(Source records)

⁂

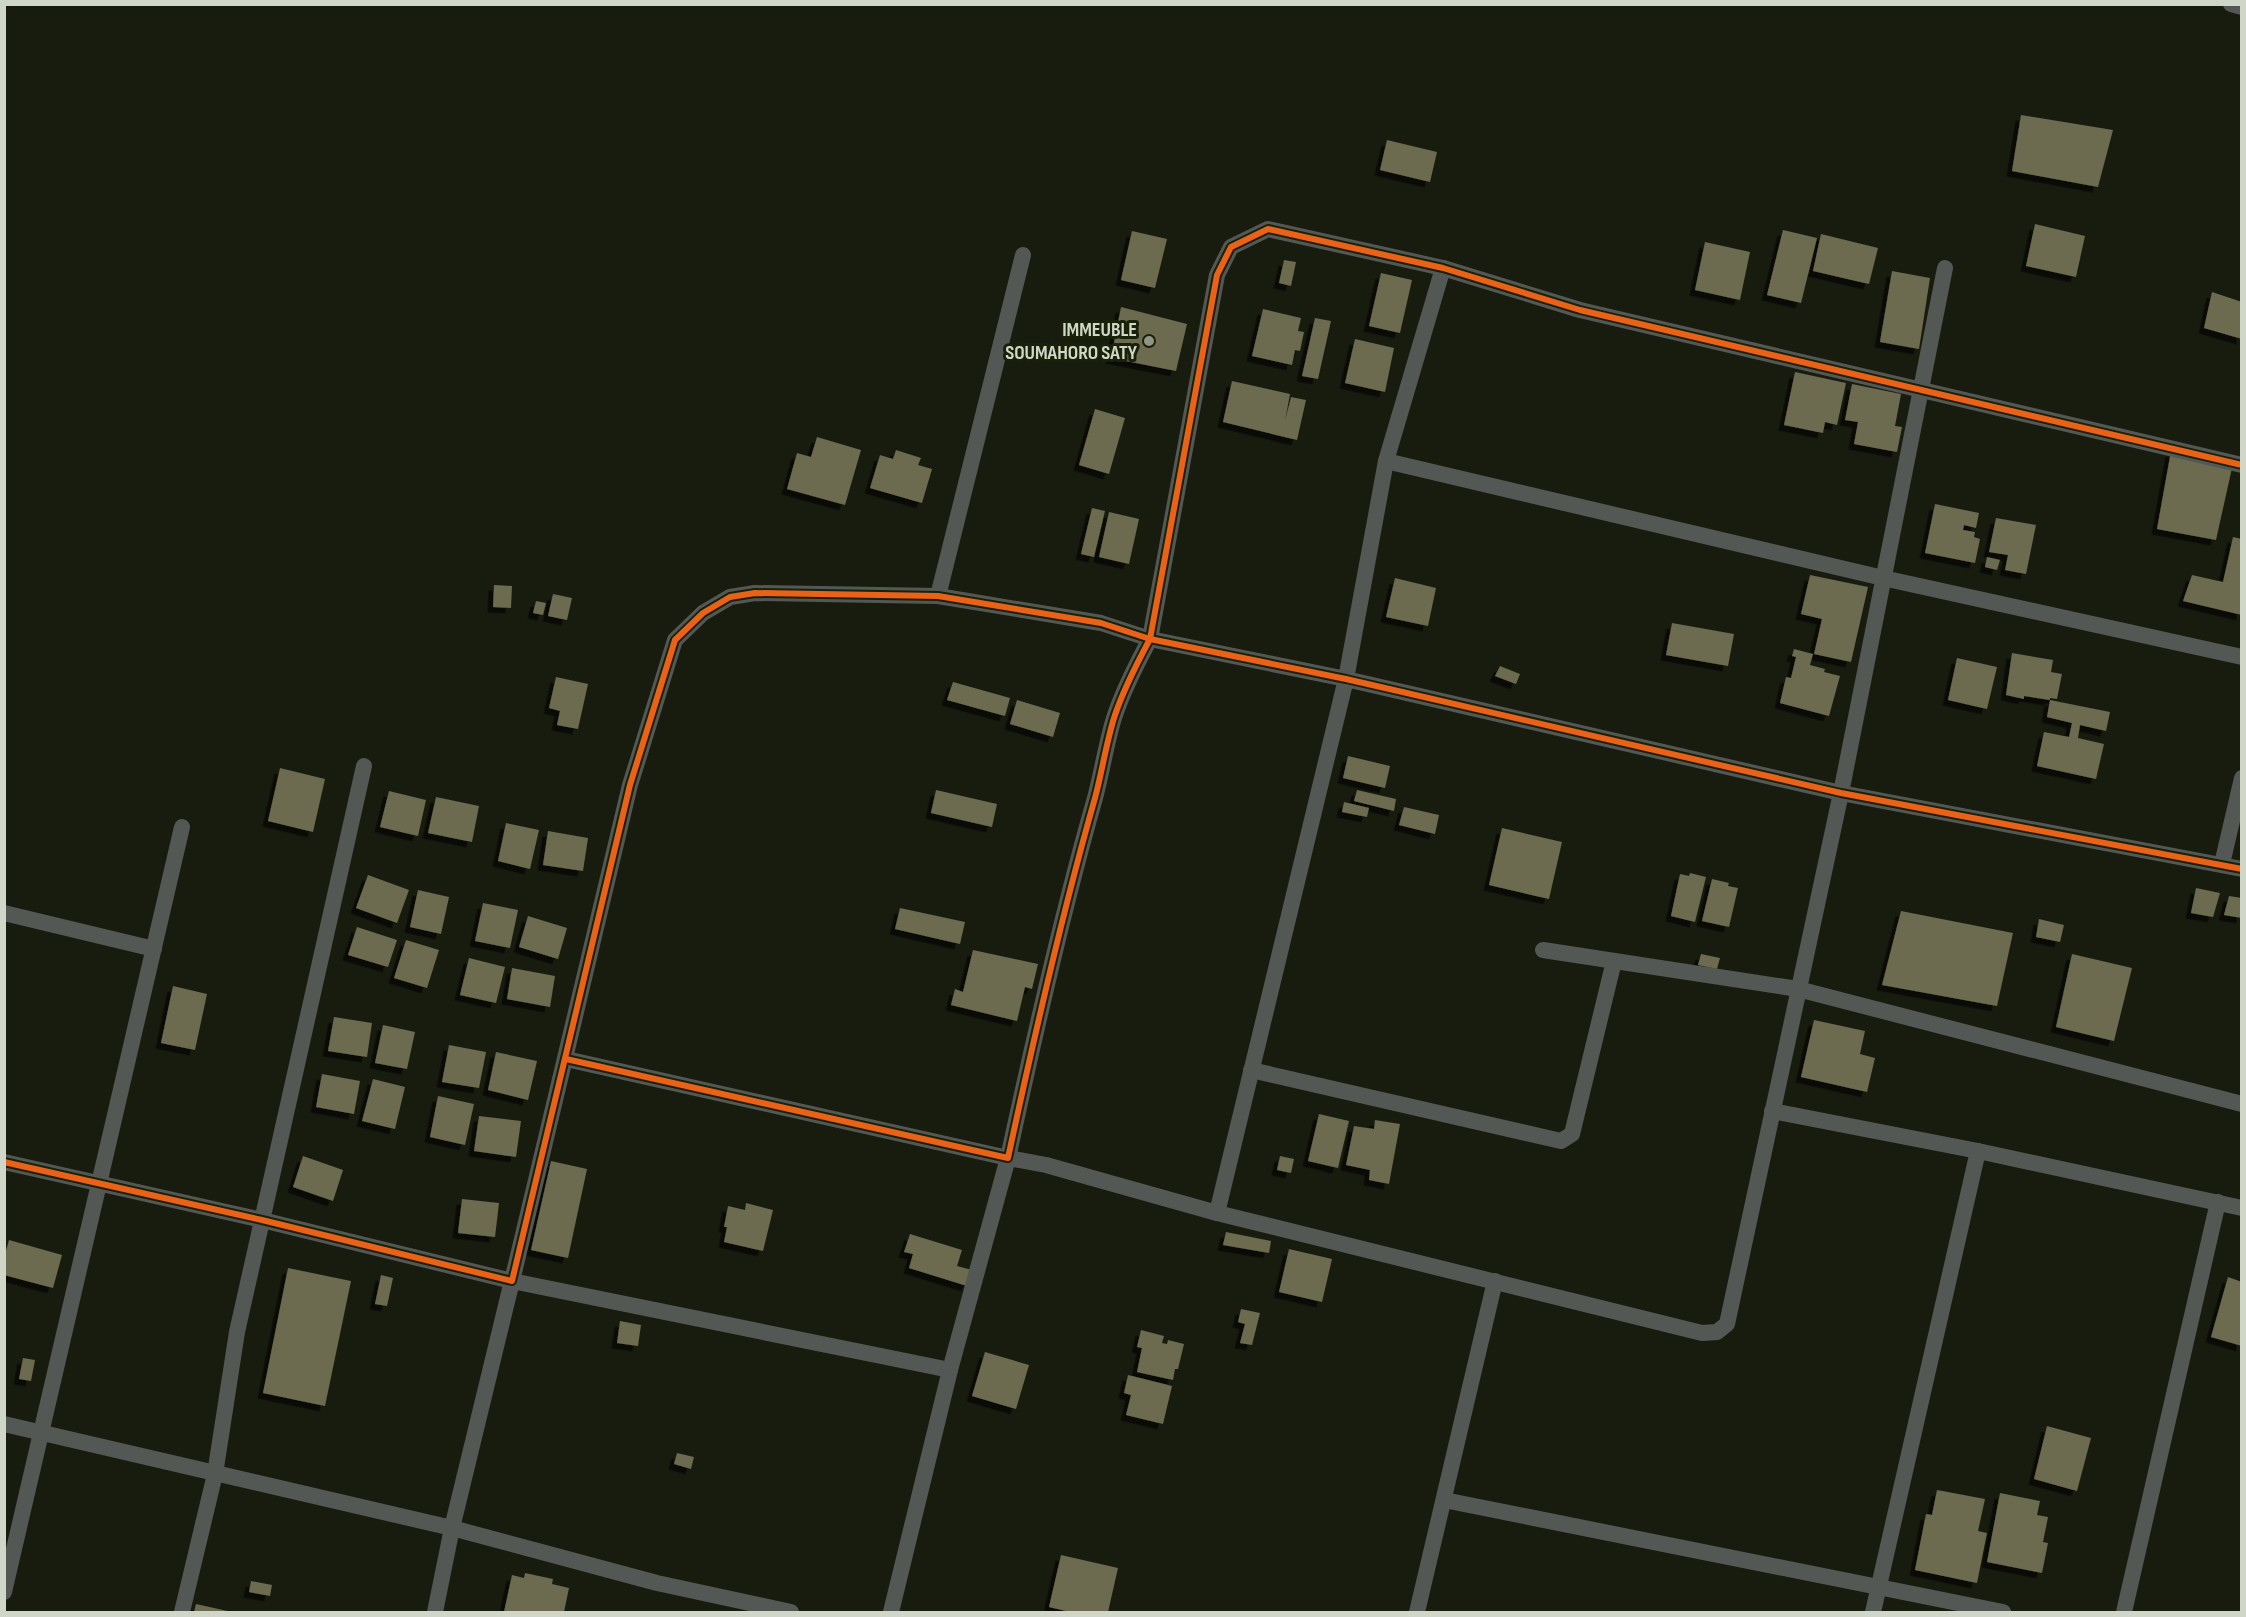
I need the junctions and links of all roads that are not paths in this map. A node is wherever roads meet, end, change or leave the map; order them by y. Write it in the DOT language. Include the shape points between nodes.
graph roads {
  1 [pos="2231,4"];
  2 [pos="2241,7"];
  3 [pos="1023,255"];
  4 [pos="1443,268"];
  5 [pos="1945,268"];
  6 [pos="1921,390"];
  7 [pos="1386,461"];
  8 [pos="2241,465"];
  9 [pos="1883,578"];
  10 [pos="938,596"];
  11 [pos="1150,639"];
  12 [pos="2241,657"];
  13 [pos="1346,679"];
  14 [pos="364,766"];
  15 [pos="2241,778"];
  16 [pos="1840,793"];
  17 [pos="182,827"];
  18 [pos="2222,864"];
  19 [pos="2241,869"];
  20 [pos="4,913"];
  21 [pos="154,949"];
  22 [pos="1543,950"];
  23 [pos="1614,961"];
  24 [pos="1798,988"];
  25 [pos="566,1059"];
  26 [pos="1251,1070"];
  27 [pos="2241,1104"];
  28 [pos="1773,1111"];
  29 [pos="1978,1150"];
  30 [pos="1008,1158"];
  31 [pos="4,1162"];
  32 [pos="99,1184"];
  33 [pos="2218,1202"];
  34 [pos="2241,1208"];
  35 [pos="1217,1213"];
  36 [pos="262,1220"];
  37 [pos="512,1281"];
  38 [pos="1495,1281"];
  39 [pos="950,1370"];
  40 [pos="4,1424"];
  41 [pos="42,1433"];
  42 [pos="215,1474"];
  43 [pos="1444,1500"];
  44 [pos="452,1528"];
  45 [pos="1879,1586"];
  46 [pos="4,1592"];
  47 [pos="182,1612"];
  48 [pos="435,1612"];
  49 [pos="791,1612"];
  50 [pos="891,1612"];
  51 [pos="1417,1612"];
  52 [pos="1873,1612"];
  53 [pos="2003,1612"];
  54 [pos="2124,1612"];
  1 -- 2 [label="street"];
  3 -- 10 [label="street"];
  4 -- 6 [label="street" via="1580,309"];
  4 -- 7 [label="street"];
  4 -- 11 [label="street" via="1268,230 1231,247 1217,275"];
  5 -- 6 [label="street"];
  6 -- 8 [label="street"];
  6 -- 9 [label="street"];
  7 -- 9 [label="street"];
  7 -- 13 [label="street"];
  9 -- 12 [label="street"];
  9 -- 16 [label="street"];
  10 -- 11 [label="street" via="1101,623"];
  10 -- 25 [label="street" via="755,593 730,597 703,613 675,640 630,785"];
  11 -- 13 [label="street"];
  11 -- 30 [label="street" via="1113,721 1067,895"];
  13 -- 16 [label="street"];
  13 -- 26 [label="street"];
  14 -- 36 [label="street"];
  15 -- 18 [label="street"];
  16 -- 18 [label="street"];
  16 -- 24 [label="street"];
  17 -- 21 [label="street"];
  18 -- 19 [label="street"];
  20 -- 21 [label="street"];
  21 -- 32 [label="street"];
  22 -- 23 [label="street"];
  23 -- 24 [label="street"];
  23 -- 26 [label="street" via="1572,1134 1561,1141"];
  24 -- 27 [label="street"];
  24 -- 28 [label="street"];
  25 -- 30 [label="street"];
  25 -- 37 [label="street"];
  26 -- 35 [label="street"];
  28 -- 29 [label="street"];
  28 -- 38 [label="street" via="1726,1324 1718,1332 1702,1332"];
  29 -- 33 [label="street"];
  29 -- 45 [label="street"];
  30 -- 35 [label="street" via="1046,1164"];
  30 -- 39 [label="street"];
  31 -- 32 [label="street"];
  32 -- 36 [label="street"];
  32 -- 41 [label="street"];
  33 -- 34 [label="street"];
  33 -- 54 [label="street"];
  35 -- 38 [label="street"];
  36 -- 37 [label="street"];
  36 -- 42 [label="street" via="237,1332"];
  37 -- 39 [label="street"];
  37 -- 44 [label="street"];
  38 -- 43 [label="street"];
  39 -- 50 [label="street"];
  40 -- 41 [label="street"];
  41 -- 42 [label="street"];
  41 -- 46 [label="street"];
  42 -- 44 [label="street"];
  42 -- 47 [label="street"];
  43 -- 45 [label="street"];
  43 -- 51 [label="street"];
  44 -- 48 [label="street"];
  44 -- 49 [label="street" via="657,1583"];
  45 -- 52 [label="street"];
  45 -- 53 [label="street"];
}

⁂

* _WHAT YOU ARE ASKED TO DO_: The answer must be an exact copy of the records, with no images in it.

* _WRITTEN SOLUTION_:
I need the junctions and links of all roads that are not paths in this map. A node is wherever roads meet, end, change or leave the map; order them by y. Write it in the DOT language. Include the shape points between nodes.
graph roads {
  1 [pos="2231,4"];
  2 [pos="2241,7"];
  3 [pos="1023,255"];
  4 [pos="1443,268"];
  5 [pos="1945,268"];
  6 [pos="1921,390"];
  7 [pos="1386,461"];
  8 [pos="2241,465"];
  9 [pos="1883,578"];
  10 [pos="938,596"];
  11 [pos="1150,639"];
  12 [pos="2241,657"];
  13 [pos="1346,679"];
  14 [pos="364,766"];
  15 [pos="2241,778"];
  16 [pos="1840,793"];
  17 [pos="182,827"];
  18 [pos="2222,864"];
  19 [pos="2241,869"];
  20 [pos="4,913"];
  21 [pos="154,949"];
  22 [pos="1543,950"];
  23 [pos="1614,961"];
  24 [pos="1798,988"];
  25 [pos="566,1059"];
  26 [pos="1251,1070"];
  27 [pos="2241,1104"];
  28 [pos="1773,1111"];
  29 [pos="1978,1150"];
  30 [pos="1008,1158"];
  31 [pos="4,1162"];
  32 [pos="99,1184"];
  33 [pos="2218,1202"];
  34 [pos="2241,1208"];
  35 [pos="1217,1213"];
  36 [pos="262,1220"];
  37 [pos="512,1281"];
  38 [pos="1495,1281"];
  39 [pos="950,1370"];
  40 [pos="4,1424"];
  41 [pos="42,1433"];
  42 [pos="215,1474"];
  43 [pos="1444,1500"];
  44 [pos="452,1528"];
  45 [pos="1879,1586"];
  46 [pos="4,1592"];
  47 [pos="182,1612"];
  48 [pos="435,1612"];
  49 [pos="791,1612"];
  50 [pos="891,1612"];
  51 [pos="1417,1612"];
  52 [pos="1873,1612"];
  53 [pos="2003,1612"];
  54 [pos="2124,1612"];
  1 -- 2 [label="street"];
  3 -- 10 [label="street"];
  4 -- 6 [label="street" via="1580,309"];
  4 -- 7 [label="street"];
  4 -- 11 [label="street" via="1268,230 1231,247 1217,275"];
  5 -- 6 [label="street"];
  6 -- 8 [label="street"];
  6 -- 9 [label="street"];
  7 -- 9 [label="street"];
  7 -- 13 [label="street"];
  9 -- 12 [label="street"];
  9 -- 16 [label="street"];
  10 -- 11 [label="street" via="1101,623"];
  10 -- 25 [label="street" via="755,593 730,597 703,613 675,640 630,785"];
  11 -- 13 [label="street"];
  11 -- 30 [label="street" via="1113,721 1067,895"];
  13 -- 16 [label="street"];
  13 -- 26 [label="street"];
  14 -- 36 [label="street"];
  15 -- 18 [label="street"];
  16 -- 18 [label="street"];
  16 -- 24 [label="street"];
  17 -- 21 [label="street"];
  18 -- 19 [label="street"];
  20 -- 21 [label="street"];
  21 -- 32 [label="street"];
  22 -- 23 [label="street"];
  23 -- 24 [label="street"];
  23 -- 26 [label="street" via="1572,1134 1561,1141"];
  24 -- 27 [label="street"];
  24 -- 28 [label="street"];
  25 -- 30 [label="street"];
  25 -- 37 [label="street"];
  26 -- 35 [label="street"];
  28 -- 29 [label="street"];
  28 -- 38 [label="street" via="1726,1324 1718,1332 1702,1332"];
  29 -- 33 [label="street"];
  29 -- 45 [label="street"];
  30 -- 35 [label="street" via="1046,1164"];
  30 -- 39 [label="street"];
  31 -- 32 [label="street"];
  32 -- 36 [label="street"];
  32 -- 41 [label="street"];
  33 -- 34 [label="street"];
  33 -- 54 [label="street"];
  35 -- 38 [label="street"];
  36 -- 37 [label="street"];
  36 -- 42 [label="street" via="237,1332"];
  37 -- 39 [label="street"];
  37 -- 44 [label="street"];
  38 -- 43 [label="street"];
  39 -- 50 [label="street"];
  40 -- 41 [label="street"];
  41 -- 42 [label="street"];
  41 -- 46 [label="street"];
  42 -- 44 [label="street"];
  42 -- 47 [label="street"];
  43 -- 45 [label="street"];
  43 -- 51 [label="street"];
  44 -- 48 [label="street"];
  44 -- 49 [label="street" via="657,1583"];
  45 -- 52 [label="street"];
  45 -- 53 [label="street"];
}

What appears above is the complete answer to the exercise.